Stored items
▼
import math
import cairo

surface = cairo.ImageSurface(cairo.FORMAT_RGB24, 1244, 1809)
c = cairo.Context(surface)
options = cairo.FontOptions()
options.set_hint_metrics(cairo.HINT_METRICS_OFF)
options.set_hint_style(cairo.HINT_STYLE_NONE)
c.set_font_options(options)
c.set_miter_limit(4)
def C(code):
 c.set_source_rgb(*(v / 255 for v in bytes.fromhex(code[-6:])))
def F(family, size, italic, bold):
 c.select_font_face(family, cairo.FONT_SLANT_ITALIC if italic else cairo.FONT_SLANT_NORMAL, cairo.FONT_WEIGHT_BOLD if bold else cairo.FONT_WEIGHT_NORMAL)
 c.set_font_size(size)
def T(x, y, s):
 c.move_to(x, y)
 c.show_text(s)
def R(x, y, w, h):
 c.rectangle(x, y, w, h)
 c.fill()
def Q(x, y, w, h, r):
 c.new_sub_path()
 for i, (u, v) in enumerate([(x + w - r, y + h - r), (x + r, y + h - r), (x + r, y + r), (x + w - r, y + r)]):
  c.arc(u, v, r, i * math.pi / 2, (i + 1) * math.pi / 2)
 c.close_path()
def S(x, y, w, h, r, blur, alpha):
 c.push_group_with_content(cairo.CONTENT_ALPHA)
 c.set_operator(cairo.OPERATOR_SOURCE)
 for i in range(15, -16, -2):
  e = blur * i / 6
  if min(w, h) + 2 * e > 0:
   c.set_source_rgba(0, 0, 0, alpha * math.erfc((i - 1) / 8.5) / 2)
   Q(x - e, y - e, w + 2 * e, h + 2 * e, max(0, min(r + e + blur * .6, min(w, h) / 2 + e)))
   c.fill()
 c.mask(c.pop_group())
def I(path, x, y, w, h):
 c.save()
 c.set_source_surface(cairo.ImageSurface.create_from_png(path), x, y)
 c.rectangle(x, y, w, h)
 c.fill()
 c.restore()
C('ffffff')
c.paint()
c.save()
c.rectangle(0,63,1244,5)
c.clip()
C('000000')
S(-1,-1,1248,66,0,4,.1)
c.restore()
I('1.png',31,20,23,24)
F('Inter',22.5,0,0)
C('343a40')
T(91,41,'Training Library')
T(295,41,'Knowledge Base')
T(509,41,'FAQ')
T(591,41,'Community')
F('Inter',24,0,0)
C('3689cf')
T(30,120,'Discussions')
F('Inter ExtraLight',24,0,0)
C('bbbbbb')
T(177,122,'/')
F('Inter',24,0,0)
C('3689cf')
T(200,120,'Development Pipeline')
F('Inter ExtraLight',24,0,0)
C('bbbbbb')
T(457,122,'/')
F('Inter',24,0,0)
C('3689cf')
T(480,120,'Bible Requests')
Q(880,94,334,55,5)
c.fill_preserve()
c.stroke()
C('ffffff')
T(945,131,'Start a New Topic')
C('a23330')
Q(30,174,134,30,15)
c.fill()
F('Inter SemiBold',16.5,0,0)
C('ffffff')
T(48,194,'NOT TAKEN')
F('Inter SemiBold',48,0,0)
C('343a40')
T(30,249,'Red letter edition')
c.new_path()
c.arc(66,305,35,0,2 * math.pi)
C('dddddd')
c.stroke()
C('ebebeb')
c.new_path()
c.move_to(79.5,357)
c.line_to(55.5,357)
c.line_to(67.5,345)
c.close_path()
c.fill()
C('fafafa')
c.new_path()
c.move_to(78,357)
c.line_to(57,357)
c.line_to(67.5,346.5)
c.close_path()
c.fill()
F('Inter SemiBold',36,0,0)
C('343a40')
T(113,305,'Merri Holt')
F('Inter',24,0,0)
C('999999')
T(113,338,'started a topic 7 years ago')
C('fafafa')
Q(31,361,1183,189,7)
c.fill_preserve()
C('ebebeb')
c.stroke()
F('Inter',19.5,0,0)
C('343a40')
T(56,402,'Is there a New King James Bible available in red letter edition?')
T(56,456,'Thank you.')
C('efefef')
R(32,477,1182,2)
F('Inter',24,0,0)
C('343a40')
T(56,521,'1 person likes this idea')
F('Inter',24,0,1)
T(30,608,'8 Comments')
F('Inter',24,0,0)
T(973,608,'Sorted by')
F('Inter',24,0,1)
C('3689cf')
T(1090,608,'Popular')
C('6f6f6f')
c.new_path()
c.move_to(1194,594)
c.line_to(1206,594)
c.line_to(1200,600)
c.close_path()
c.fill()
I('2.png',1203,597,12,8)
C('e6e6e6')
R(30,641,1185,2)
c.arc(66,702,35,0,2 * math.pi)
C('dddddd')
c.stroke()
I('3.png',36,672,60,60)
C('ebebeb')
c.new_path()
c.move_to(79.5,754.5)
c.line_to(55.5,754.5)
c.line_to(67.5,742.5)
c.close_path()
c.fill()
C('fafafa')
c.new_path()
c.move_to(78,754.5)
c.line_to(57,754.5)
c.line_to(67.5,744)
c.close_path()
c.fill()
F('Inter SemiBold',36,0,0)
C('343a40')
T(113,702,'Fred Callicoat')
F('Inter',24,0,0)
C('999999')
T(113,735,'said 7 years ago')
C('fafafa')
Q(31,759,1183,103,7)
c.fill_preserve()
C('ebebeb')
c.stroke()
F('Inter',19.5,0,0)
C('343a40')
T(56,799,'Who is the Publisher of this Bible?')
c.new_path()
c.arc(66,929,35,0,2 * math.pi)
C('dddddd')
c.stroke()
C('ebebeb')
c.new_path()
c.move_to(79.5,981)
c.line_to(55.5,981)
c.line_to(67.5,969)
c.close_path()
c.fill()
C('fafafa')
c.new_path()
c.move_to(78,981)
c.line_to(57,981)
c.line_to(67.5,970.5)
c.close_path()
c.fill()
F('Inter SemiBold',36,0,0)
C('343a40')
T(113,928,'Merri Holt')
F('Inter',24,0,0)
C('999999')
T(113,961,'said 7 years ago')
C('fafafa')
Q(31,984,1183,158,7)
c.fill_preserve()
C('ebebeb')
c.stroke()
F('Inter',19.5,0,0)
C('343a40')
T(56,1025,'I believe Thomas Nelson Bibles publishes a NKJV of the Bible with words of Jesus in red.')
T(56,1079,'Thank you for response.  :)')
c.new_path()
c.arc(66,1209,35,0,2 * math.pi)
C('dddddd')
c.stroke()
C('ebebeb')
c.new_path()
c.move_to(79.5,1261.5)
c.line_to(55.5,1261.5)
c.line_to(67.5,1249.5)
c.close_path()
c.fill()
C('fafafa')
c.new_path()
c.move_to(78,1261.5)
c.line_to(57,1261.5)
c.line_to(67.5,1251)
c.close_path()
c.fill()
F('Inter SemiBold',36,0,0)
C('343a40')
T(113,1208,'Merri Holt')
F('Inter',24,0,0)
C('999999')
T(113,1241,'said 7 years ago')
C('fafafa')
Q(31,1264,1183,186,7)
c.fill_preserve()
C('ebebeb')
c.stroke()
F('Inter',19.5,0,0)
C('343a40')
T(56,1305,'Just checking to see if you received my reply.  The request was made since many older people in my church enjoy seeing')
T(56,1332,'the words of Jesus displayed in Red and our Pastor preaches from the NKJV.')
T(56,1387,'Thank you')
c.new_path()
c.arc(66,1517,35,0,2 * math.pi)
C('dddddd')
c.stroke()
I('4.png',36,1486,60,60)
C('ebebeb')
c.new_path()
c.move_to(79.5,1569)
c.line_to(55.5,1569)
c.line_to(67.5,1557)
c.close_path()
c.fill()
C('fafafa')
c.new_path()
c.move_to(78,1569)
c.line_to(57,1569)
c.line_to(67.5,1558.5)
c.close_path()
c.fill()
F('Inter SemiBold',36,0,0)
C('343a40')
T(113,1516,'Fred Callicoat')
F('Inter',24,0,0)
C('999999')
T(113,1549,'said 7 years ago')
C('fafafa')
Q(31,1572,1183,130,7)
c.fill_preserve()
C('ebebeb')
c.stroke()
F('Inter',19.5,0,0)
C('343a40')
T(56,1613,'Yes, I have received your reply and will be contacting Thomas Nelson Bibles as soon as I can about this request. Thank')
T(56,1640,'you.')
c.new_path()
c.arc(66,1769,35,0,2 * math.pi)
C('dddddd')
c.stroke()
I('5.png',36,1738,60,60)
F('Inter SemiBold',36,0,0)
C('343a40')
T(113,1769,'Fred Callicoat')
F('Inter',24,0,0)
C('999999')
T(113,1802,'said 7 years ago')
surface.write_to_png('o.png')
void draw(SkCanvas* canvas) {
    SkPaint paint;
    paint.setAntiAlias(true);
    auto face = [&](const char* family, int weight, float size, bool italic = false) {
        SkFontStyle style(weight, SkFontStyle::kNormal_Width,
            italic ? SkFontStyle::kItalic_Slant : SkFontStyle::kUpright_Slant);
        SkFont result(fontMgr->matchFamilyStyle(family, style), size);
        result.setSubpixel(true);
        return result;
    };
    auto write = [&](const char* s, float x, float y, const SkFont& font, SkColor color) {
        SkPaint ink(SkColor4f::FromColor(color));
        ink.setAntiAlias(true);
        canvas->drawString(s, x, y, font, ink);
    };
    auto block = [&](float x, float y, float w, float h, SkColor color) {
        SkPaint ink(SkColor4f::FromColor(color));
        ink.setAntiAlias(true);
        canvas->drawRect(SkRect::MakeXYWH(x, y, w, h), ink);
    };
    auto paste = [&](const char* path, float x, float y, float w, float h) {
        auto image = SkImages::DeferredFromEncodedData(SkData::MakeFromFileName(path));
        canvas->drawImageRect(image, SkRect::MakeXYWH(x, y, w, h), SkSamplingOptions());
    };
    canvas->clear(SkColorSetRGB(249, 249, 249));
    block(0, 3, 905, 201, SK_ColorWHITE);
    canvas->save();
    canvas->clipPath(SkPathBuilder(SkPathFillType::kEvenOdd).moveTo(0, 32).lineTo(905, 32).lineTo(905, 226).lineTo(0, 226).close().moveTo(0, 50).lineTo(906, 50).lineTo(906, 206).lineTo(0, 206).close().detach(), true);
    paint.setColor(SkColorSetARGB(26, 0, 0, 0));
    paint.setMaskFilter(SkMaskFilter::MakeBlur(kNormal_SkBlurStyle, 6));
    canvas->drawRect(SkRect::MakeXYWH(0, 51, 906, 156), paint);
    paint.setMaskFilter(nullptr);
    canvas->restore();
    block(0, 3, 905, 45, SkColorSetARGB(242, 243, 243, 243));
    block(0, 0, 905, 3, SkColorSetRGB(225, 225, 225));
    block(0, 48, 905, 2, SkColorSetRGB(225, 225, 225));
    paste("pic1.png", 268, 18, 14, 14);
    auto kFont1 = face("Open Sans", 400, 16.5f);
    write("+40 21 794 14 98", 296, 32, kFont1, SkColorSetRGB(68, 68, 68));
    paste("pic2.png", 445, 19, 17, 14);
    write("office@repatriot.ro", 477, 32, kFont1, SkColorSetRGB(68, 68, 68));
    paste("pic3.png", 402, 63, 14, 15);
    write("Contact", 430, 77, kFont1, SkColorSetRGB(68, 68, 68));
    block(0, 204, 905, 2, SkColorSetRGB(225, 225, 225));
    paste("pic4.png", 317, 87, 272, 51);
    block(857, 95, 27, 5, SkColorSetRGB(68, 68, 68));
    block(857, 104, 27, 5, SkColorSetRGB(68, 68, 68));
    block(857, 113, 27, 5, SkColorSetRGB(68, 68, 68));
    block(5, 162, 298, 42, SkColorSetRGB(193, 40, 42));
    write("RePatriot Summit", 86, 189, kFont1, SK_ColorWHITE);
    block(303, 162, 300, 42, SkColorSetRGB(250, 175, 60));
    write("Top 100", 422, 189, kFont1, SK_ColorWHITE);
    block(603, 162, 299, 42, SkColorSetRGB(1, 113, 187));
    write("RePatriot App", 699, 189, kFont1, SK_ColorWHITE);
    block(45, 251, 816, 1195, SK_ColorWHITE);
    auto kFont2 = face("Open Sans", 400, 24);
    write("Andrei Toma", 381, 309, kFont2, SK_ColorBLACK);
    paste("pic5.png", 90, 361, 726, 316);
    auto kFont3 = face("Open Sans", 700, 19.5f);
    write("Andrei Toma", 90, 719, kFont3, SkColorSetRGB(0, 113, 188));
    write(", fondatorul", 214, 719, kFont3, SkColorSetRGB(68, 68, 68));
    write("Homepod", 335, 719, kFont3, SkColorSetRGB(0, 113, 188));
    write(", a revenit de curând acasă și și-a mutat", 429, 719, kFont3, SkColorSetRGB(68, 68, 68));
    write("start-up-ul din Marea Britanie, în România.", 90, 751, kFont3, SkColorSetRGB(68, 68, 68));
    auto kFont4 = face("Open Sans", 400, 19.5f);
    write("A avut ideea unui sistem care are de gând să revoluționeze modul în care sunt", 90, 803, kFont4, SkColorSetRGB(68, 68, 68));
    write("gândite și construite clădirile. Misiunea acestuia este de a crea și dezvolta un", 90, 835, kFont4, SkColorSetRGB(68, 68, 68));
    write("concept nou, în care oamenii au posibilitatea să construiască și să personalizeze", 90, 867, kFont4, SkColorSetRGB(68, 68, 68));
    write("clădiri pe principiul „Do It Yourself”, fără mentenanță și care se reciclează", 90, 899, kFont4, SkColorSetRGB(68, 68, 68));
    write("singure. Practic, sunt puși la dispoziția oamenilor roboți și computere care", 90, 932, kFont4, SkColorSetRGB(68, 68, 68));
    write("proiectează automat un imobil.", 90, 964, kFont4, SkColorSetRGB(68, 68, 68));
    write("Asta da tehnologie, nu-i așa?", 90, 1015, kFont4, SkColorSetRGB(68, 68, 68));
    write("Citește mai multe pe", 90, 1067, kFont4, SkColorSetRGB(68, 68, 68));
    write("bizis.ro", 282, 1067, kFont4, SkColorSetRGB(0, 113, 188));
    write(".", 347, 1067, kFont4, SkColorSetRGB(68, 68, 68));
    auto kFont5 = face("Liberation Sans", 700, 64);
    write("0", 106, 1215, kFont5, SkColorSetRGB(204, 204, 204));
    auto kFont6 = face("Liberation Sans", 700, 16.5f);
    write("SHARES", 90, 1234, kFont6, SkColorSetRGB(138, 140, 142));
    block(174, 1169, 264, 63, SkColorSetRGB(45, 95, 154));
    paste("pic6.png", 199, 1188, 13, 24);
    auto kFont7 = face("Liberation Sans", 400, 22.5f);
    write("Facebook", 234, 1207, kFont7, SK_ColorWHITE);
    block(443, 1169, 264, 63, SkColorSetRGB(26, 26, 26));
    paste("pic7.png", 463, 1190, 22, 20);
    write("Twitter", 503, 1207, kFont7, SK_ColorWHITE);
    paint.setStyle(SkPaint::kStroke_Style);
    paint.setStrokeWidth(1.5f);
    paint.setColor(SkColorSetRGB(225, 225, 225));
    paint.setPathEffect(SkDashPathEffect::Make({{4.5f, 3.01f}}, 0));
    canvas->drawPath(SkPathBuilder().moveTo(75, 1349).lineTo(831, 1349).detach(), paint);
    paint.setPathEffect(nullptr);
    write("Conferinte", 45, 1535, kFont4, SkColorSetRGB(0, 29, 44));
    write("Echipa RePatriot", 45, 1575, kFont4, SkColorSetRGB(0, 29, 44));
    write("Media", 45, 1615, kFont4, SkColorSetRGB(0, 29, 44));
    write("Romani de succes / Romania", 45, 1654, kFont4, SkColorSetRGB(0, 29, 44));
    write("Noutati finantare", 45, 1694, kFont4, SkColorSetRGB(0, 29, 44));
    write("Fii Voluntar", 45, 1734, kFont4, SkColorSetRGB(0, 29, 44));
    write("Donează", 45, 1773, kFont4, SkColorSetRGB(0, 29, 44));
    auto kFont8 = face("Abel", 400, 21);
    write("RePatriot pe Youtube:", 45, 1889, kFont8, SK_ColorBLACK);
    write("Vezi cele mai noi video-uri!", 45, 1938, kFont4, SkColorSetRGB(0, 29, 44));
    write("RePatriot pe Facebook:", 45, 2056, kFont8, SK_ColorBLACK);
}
▲
_Action item_
Copy out every line from the records that has the word "size".

_Result of this exercise_
def F(family, size, italic, bold):
 c.set_font_size(size)
    auto face = [&](const char* family, int weight, float size, bool italic = false) {
        SkFont result(fontMgr->matchFamilyStyle(family, style), size);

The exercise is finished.